Though he struggled early, as did much of the LSU lineup, Mitchell has improved his batting average to .307, one of six starters hitting above .300 for the Tigers heading into Omaha. LSU was only 23-16-1 overall and 6-11-1 in Southeastern Conference play on April 20 before going on a tear for the remainder of the season, winning a school-record 23 straight games and 25 of their next 26 to reach the CWS.

“Especially when we were 6-11-1, the thing we talked about most was this is the Southeastern Conference,” said Mitchell. “If you just keep on winning, everybody’s going to beat everyone else. If you keep winning, you’re going to catch those teams.”

Mitchell has six homers and 10 doubles with 29 RBIs and 41 runs scored in only 163 at-bats. His 45 strikeouts might seem high for a No. 2 hitter, but Mainieri said he wants the sophomore from New Iberia batting there because he likes the pressure Mitchell can put on a defense with his bat and his baserunning.

“I think he’s improving,” said Mainieri, who brought Notre Dame to the CWS in 2001. “He’s hitting to the opposite field well.”

Getting his confidence up was a key to getting better as the season went on. Mitchell was a spot starter early in the season but didn’t become a regular in the starting lineup until April 22 against Tulane, the first game of LSU’s school- and conference-record 23 game win streak.

“Every player struggles, and every team struggles at some point,” said Mitchell. “You just try to keep a positive attitude.”

Mitchell’s started 24 of the 26 games since April 22, including 22 starts in left field, and hit in the No. 9 hole the first seven games before moving up to second in the lineup on May 4 against Kentucky. He’s been in the 2 hole in every game but one since then, batting .356 (36-101) since getting back into the starting lineup to begin the Tigers’ win streak and .346 (27-78) since moving up to second in the batting order.

“We tweaked his swing a little, said Godwin. “But mainly it was just Jared beginning to believe in himself a little more.”

That confidence carries over to the field.
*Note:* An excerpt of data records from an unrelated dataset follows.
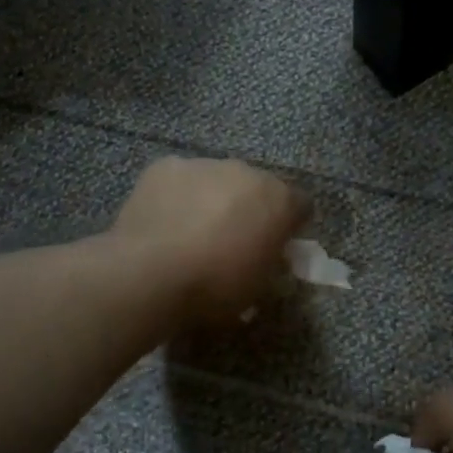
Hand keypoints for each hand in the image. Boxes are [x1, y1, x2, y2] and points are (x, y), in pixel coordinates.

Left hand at [111, 157, 309, 323]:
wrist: (151, 274)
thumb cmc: (215, 287)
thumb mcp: (258, 288)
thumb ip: (270, 263)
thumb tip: (266, 255)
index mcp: (279, 200)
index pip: (301, 206)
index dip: (290, 227)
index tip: (276, 247)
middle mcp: (247, 172)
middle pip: (257, 187)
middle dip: (250, 208)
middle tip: (232, 241)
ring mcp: (204, 164)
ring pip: (217, 180)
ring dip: (213, 200)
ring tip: (191, 233)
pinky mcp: (166, 166)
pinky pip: (180, 179)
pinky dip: (177, 196)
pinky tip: (163, 223)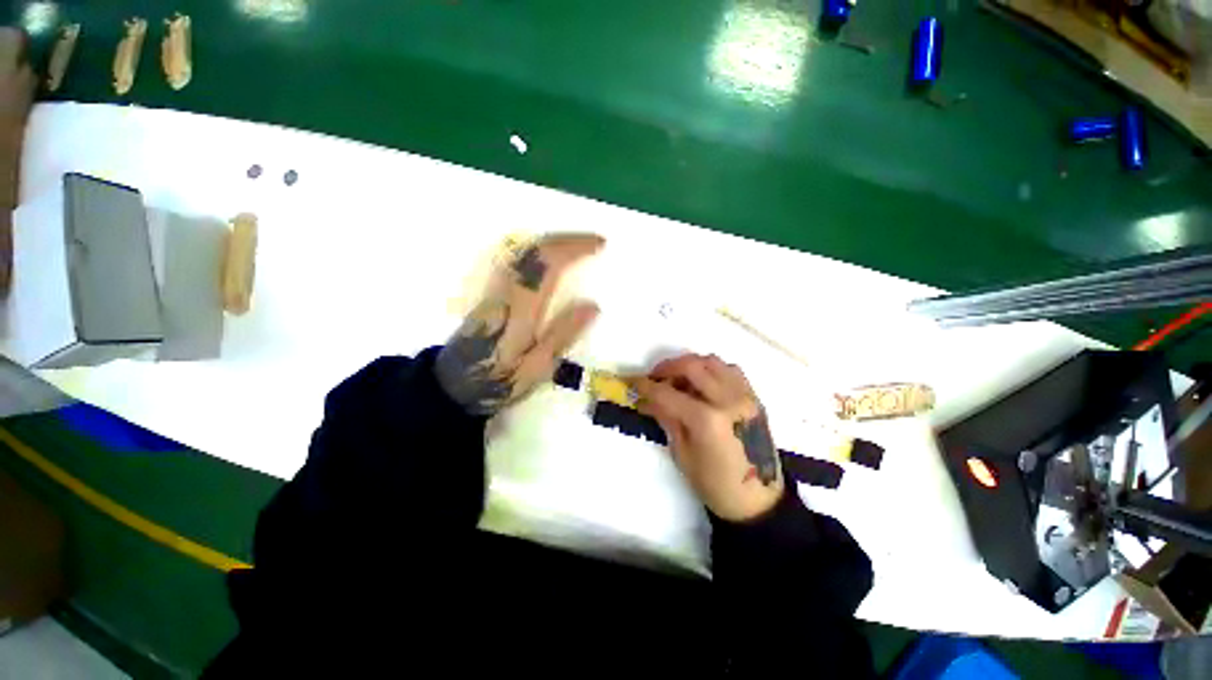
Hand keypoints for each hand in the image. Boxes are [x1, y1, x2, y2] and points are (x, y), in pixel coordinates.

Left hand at [436, 233, 603, 414]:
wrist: (453, 384)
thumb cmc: (498, 380)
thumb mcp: (536, 368)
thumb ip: (562, 335)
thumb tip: (593, 305)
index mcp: (520, 309)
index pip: (547, 264)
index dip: (575, 248)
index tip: (600, 244)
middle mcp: (506, 290)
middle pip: (535, 250)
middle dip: (567, 239)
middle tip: (595, 240)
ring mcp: (496, 288)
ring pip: (524, 251)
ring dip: (554, 241)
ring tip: (579, 245)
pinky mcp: (492, 292)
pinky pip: (519, 260)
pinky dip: (541, 251)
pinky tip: (551, 256)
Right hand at [634, 354, 782, 521]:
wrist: (759, 500)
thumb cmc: (715, 484)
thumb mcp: (682, 454)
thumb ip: (667, 419)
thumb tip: (647, 399)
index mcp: (707, 420)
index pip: (668, 393)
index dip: (647, 386)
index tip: (634, 383)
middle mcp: (728, 400)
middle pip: (691, 366)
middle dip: (667, 367)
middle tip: (655, 378)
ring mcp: (745, 396)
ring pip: (712, 361)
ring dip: (690, 365)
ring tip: (678, 379)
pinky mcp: (754, 397)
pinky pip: (730, 369)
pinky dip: (711, 369)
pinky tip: (703, 383)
Mitchell has started 39 of the 49 games he’s appeared in this season, mostly in left field after the emergence of freshman Leon Landry, who’s made several highlight-reel catches in center field. With Mitchell in left, Landry in center and Derek Helenihi in right, the Tigers have one of the best defensive groups of outfielders in the country, Mainieri said.

“I’m sure that given a choice, Jared would rather play center field,” said Mainieri, noting that Mitchell played there as a freshman last year. “But with Leon playing so well, we felt it would give us more options to put Jared in left field. Once Jared accepted that, he’s worked hard to become an exceptional left fielder, and he has.”

Mitchell is anxious to get started at the College World Series.

“I’m real excited about what’s going on. It’s what you dream about,” Mitchell said. “You want to go out there and have fun and don’t let the pressure get to you.”

Mitchell and his teammates have done a good job not letting pressure get to them. The Tigers have rallied from behind in 19 of their 25 wins since April 22 in building a 48-17-1 record.

“Everybody feels good about the way things are going,” Mitchell said. “For me, it still comes down to the same thing — we still have to play the same way.”

If the Tigers can do that, he said, they have a shot at winning LSU’s first CWS championship since 2000 and its sixth overall.

“We just need to be relaxed,” said Mitchell. “I think the biggest thing people are going to say about us is we’re not very experienced (in the CWS). But we’re good enough to play with anybody there. We’re good enough to beat anybody there.”